# New girl and boy!



## Elena (Aug 1, 2009)

So here it goes... I got a female betta- Sally (I don't know how my daughter comes up with these names  and another male. He is now in my office and I think everybody is thinking I am the crazy fish lady. Sally is in our community 30gal and after being very shy for a couple of days (skittish, clamped fins) she is now bossing the other fish around. The male (nameless yet- any suggestions?) had a very slight beginning of fin rot, so I treated him with salt baths and Maracyn. I felt sorry for him and really got him because of his unique color and because I could see he was getting sick 
He is moving to a 2.5 gal on my shelf in the office tomorrow.
I must be crazy. No more. (fingers crossed)
If only I hadn't had these spare containers...


----------



## Vikki81207 (May 27, 2009)

They're beautiful! Congrats on the babies!

Oh and, I'm almost up to my 1,000 post. Hehe. lol


----------



## dramaqueen (Jul 7, 2008)

Beautiful bettas, Elena. Yes, Vikki, I do believe you'll hit 1000 tonight. lol


----------



## Vikki81207 (May 27, 2009)

Yes I will, oh look I go up again. lol.


----------



## dramaqueen (Jul 7, 2008)

One more!!


----------



## bubs128 (Jul 30, 2009)

They are beautiful!! Love your girls tail.


----------



## Vikki81207 (May 27, 2009)

Over 1000 now. lol


----------



## dramaqueen (Jul 7, 2008)

YAY!! lol


----------



## doggyhog (Apr 30, 2009)

Beautiful fishies!!! Rocky come to mind for the male.


----------



## rb500 (Jul 12, 2009)

congrats on the fish! and congrats on hitting 1000. i still can't believe that drama has over 7000! lol, i just went past 200 i think lol


----------



## dramaqueen (Jul 7, 2008)

I can't belive it either! lol


----------



## rb500 (Jul 12, 2009)

dramaqueen said:


> I can't belive it either! lol


lol, yea and i never knew that there was even another level after senior member. i think you're the only one to have that! lol crazy stuff


----------



## dr2b (May 31, 2009)

Beautiful babies!


----------



## Elena (Aug 1, 2009)

Thank you guys.
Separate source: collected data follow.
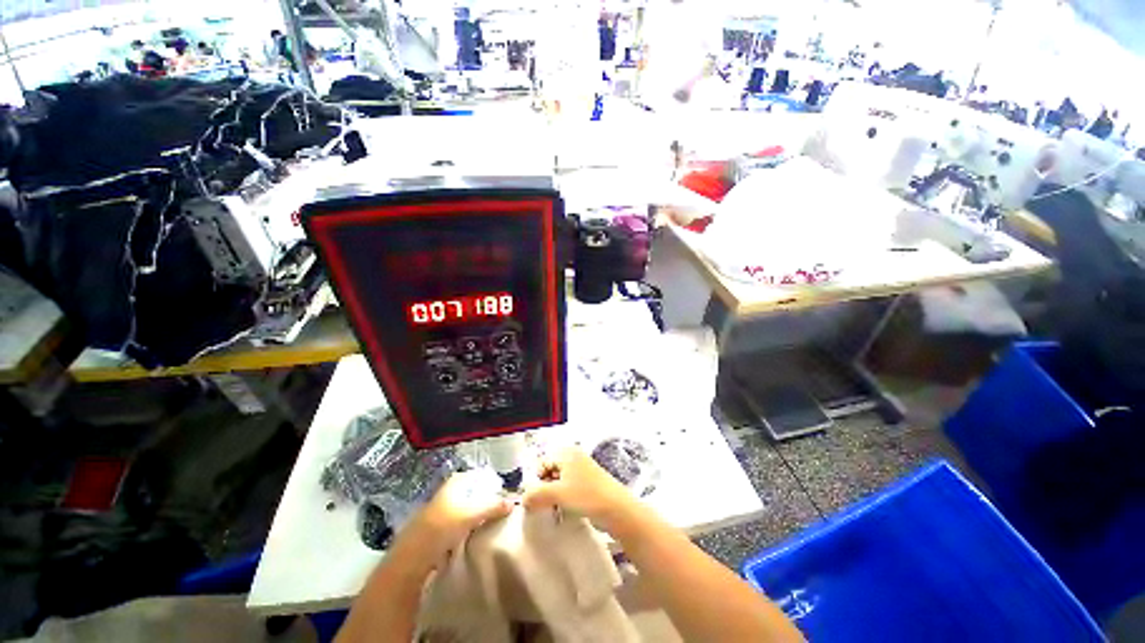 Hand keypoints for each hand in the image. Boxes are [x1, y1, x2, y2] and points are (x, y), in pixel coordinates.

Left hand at [396, 470, 511, 572]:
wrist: (411, 559)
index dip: (483, 480)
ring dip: (467, 516)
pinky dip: (458, 530)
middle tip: (493, 507)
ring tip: (483, 524)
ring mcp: (433, 515)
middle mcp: (441, 496)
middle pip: (463, 493)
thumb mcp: (472, 515)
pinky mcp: (428, 535)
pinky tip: (466, 539)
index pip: (470, 476)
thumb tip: (512, 502)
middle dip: (477, 499)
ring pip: (455, 511)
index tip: (496, 489)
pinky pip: (449, 527)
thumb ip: (492, 507)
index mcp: (451, 486)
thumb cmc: (443, 528)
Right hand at [523, 447, 637, 534]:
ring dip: (554, 495)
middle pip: (550, 471)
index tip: (537, 499)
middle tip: (547, 504)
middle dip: (545, 488)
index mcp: (566, 452)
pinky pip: (569, 486)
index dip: (536, 481)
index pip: (542, 463)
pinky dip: (564, 497)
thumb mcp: (557, 494)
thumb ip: (536, 495)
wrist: (617, 508)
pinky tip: (567, 509)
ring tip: (557, 508)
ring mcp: (582, 469)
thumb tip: (523, 499)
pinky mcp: (588, 481)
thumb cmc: (586, 496)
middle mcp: (573, 456)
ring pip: (559, 480) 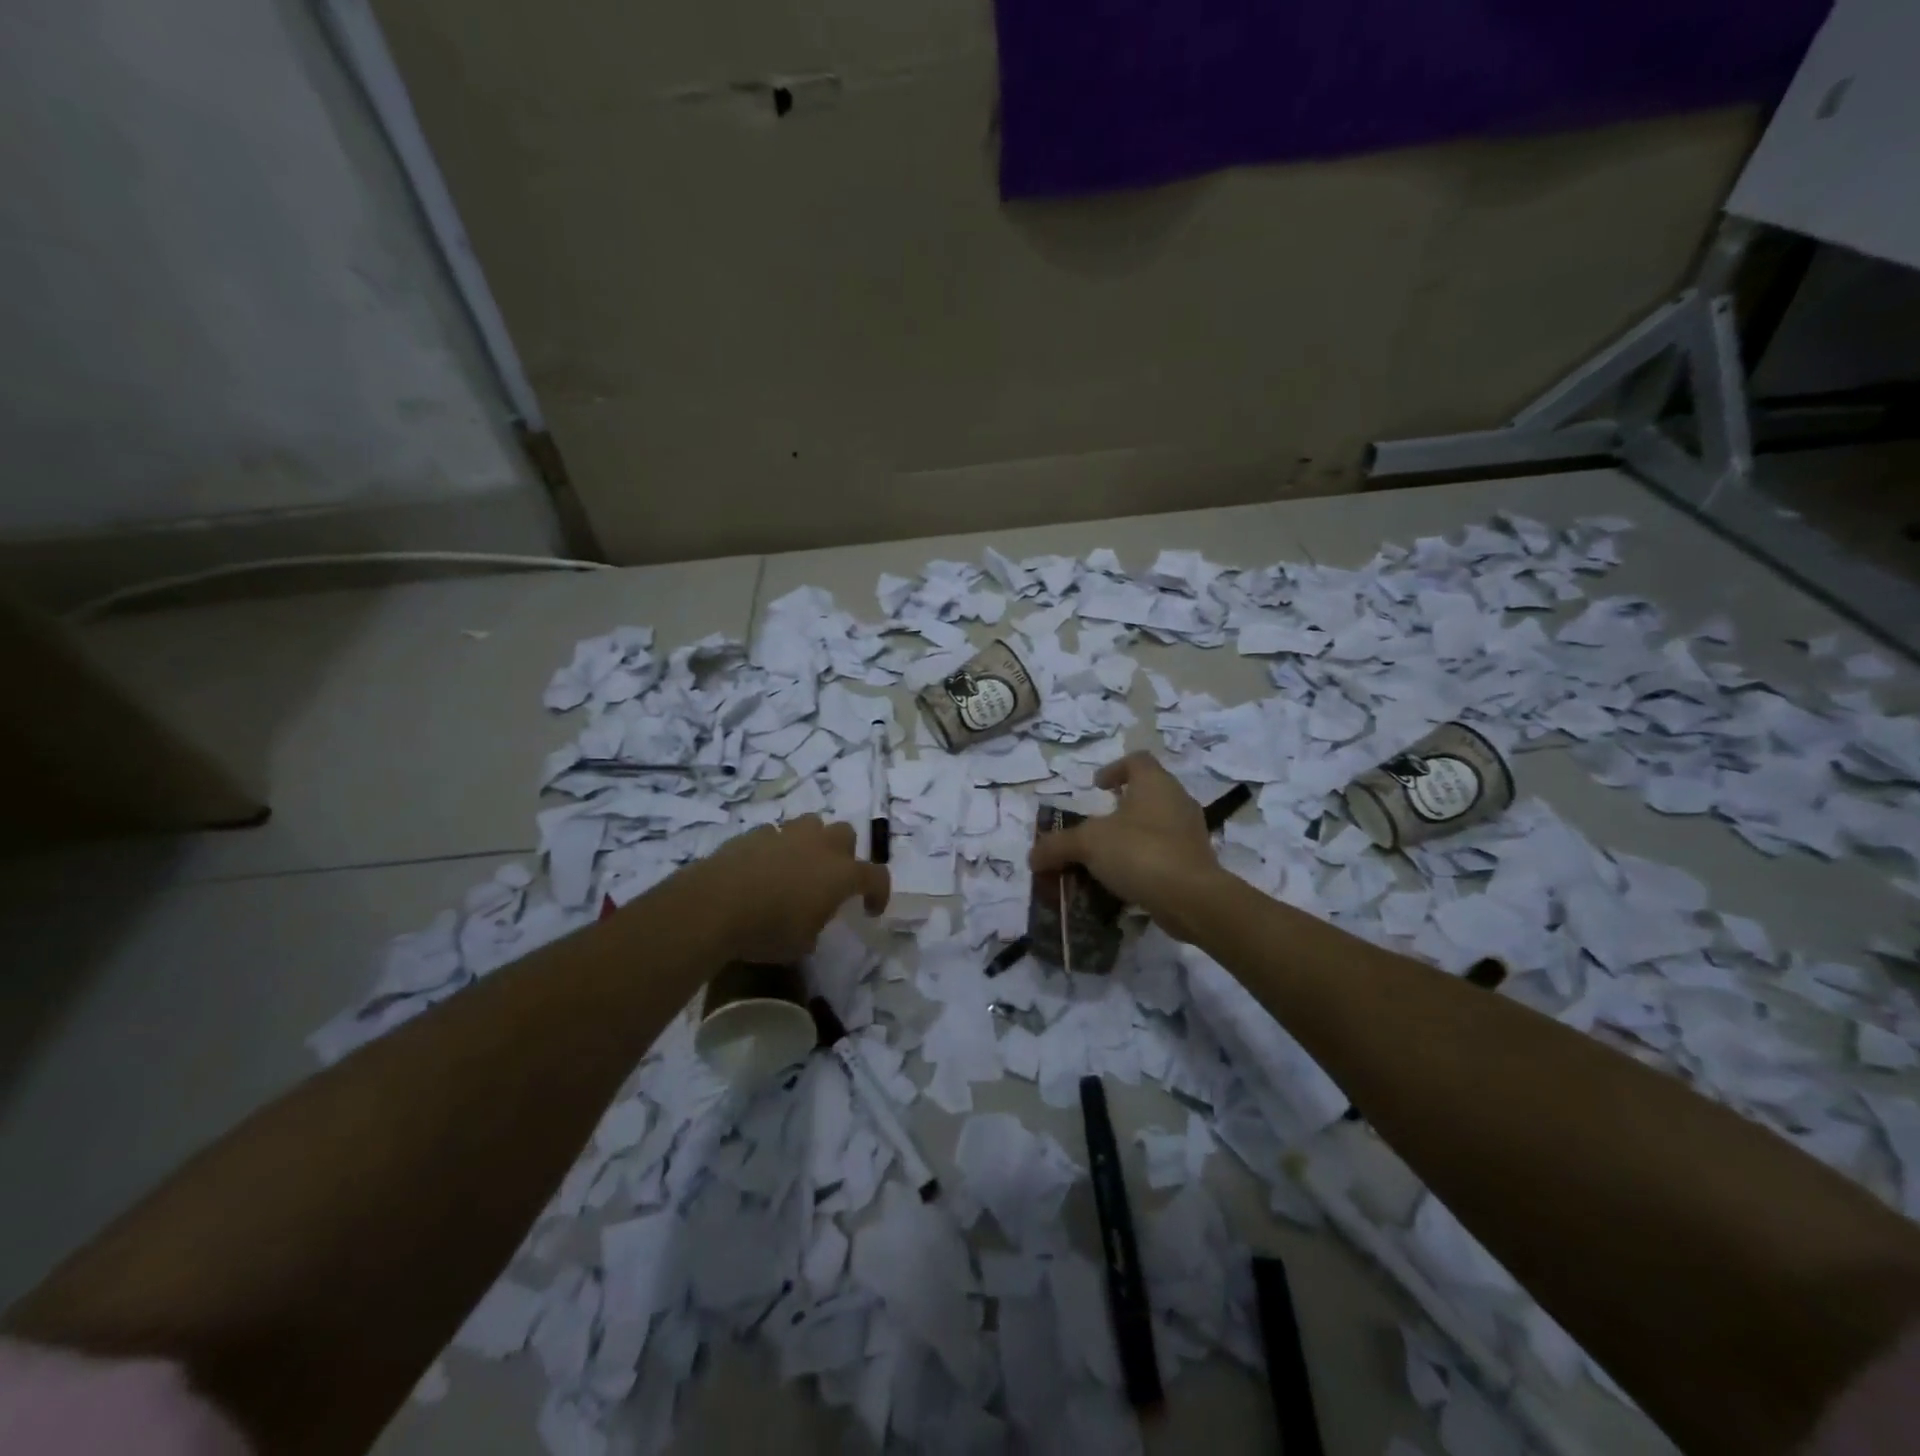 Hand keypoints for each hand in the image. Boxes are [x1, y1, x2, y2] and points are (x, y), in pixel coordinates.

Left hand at [696, 816, 889, 963]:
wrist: (716, 905)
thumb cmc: (768, 930)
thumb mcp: (801, 944)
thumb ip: (815, 927)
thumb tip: (809, 922)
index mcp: (841, 874)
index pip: (876, 876)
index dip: (879, 893)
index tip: (869, 910)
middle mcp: (820, 846)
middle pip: (846, 834)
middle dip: (844, 854)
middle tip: (831, 878)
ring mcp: (787, 834)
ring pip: (812, 824)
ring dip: (812, 841)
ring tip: (798, 865)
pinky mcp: (755, 833)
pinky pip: (774, 834)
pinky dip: (775, 847)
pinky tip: (763, 867)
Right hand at [1029, 752, 1223, 942]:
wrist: (1192, 898)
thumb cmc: (1140, 852)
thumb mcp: (1088, 844)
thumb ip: (1057, 846)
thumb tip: (1032, 856)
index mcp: (1155, 783)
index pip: (1136, 760)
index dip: (1114, 769)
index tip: (1096, 787)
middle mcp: (1177, 800)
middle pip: (1146, 793)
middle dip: (1119, 809)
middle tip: (1096, 827)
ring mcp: (1190, 832)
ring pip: (1156, 825)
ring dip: (1131, 837)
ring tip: (1106, 858)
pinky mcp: (1196, 861)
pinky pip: (1165, 853)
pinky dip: (1145, 861)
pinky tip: (1125, 881) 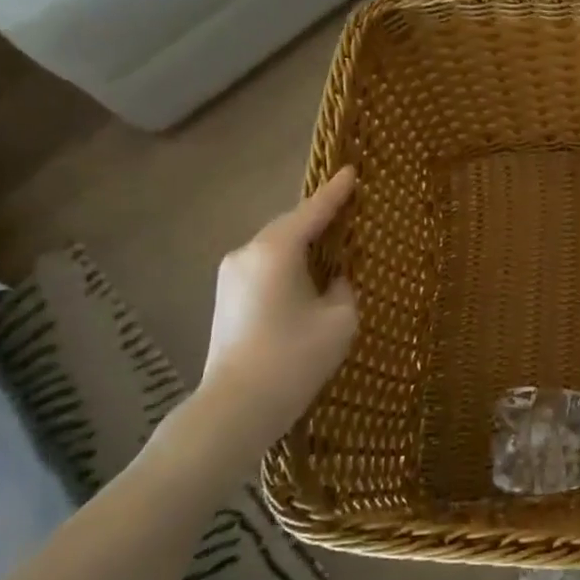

I like Rocky- I think I'll keep the name  Thank you doggyhog for suggesting it! 
Vikki, congrats on hitting 1,000, that's awesome! I myself am glad not to be a junior member anymore- I think the threshold for that was 30. I'm catching up! lol


----------



## AngelicScars (May 5, 2009)

I love light bodies with dark fins on bettas, seem to be my weakness. They are pretty!


----------



## rb500 (Jul 12, 2009)

i remember being sohappy about making member,then senior member lol


----------



## Vikki81207 (May 27, 2009)

rb500 said:


> congrats on the fish! and congrats on hitting 1000. i still can't believe that drama has over 7000! lol, i just went past 200 i think lol


lol I know! So when you hit 7,000 you get Super Mod?? lol.


----------



## Vikki81207 (May 27, 2009)

Elena said:


> Thank you guys. I like Rocky- I think I'll keep the name  Thank you doggyhog for suggesting it!
> Vikki, congrats on hitting 1,000, that's awesome! I myself am glad not to be a junior member anymore- I think the threshold for that was 30. I'm catching up! lol


Thanks!!


----------



## 5green (Jul 31, 2009)

good name


----------



## 5green (Jul 31, 2009)

_*:cheers:THIS IS MY 100 POST YAY* :blueyay:_
*AND I AM NOW A SENIOR MEMBERmg:*


----------



## Elena (Aug 1, 2009)

5green said:


> _*:cheers:THIS IS MY 100 POST YAY* :blueyay:_
> *AND I AM NOW A SENIOR MEMBERmg:*


Congrats!!


----------



## Lady Ivy (Aug 1, 2009)

Happy for you i really want a lady fishy she is lovely


----------



## Lady Ivy (Aug 1, 2009)

Congrats yay


----------



## ScentedLove (Aug 13, 2009)

Congratz and beautiful fish love them ^_^


----------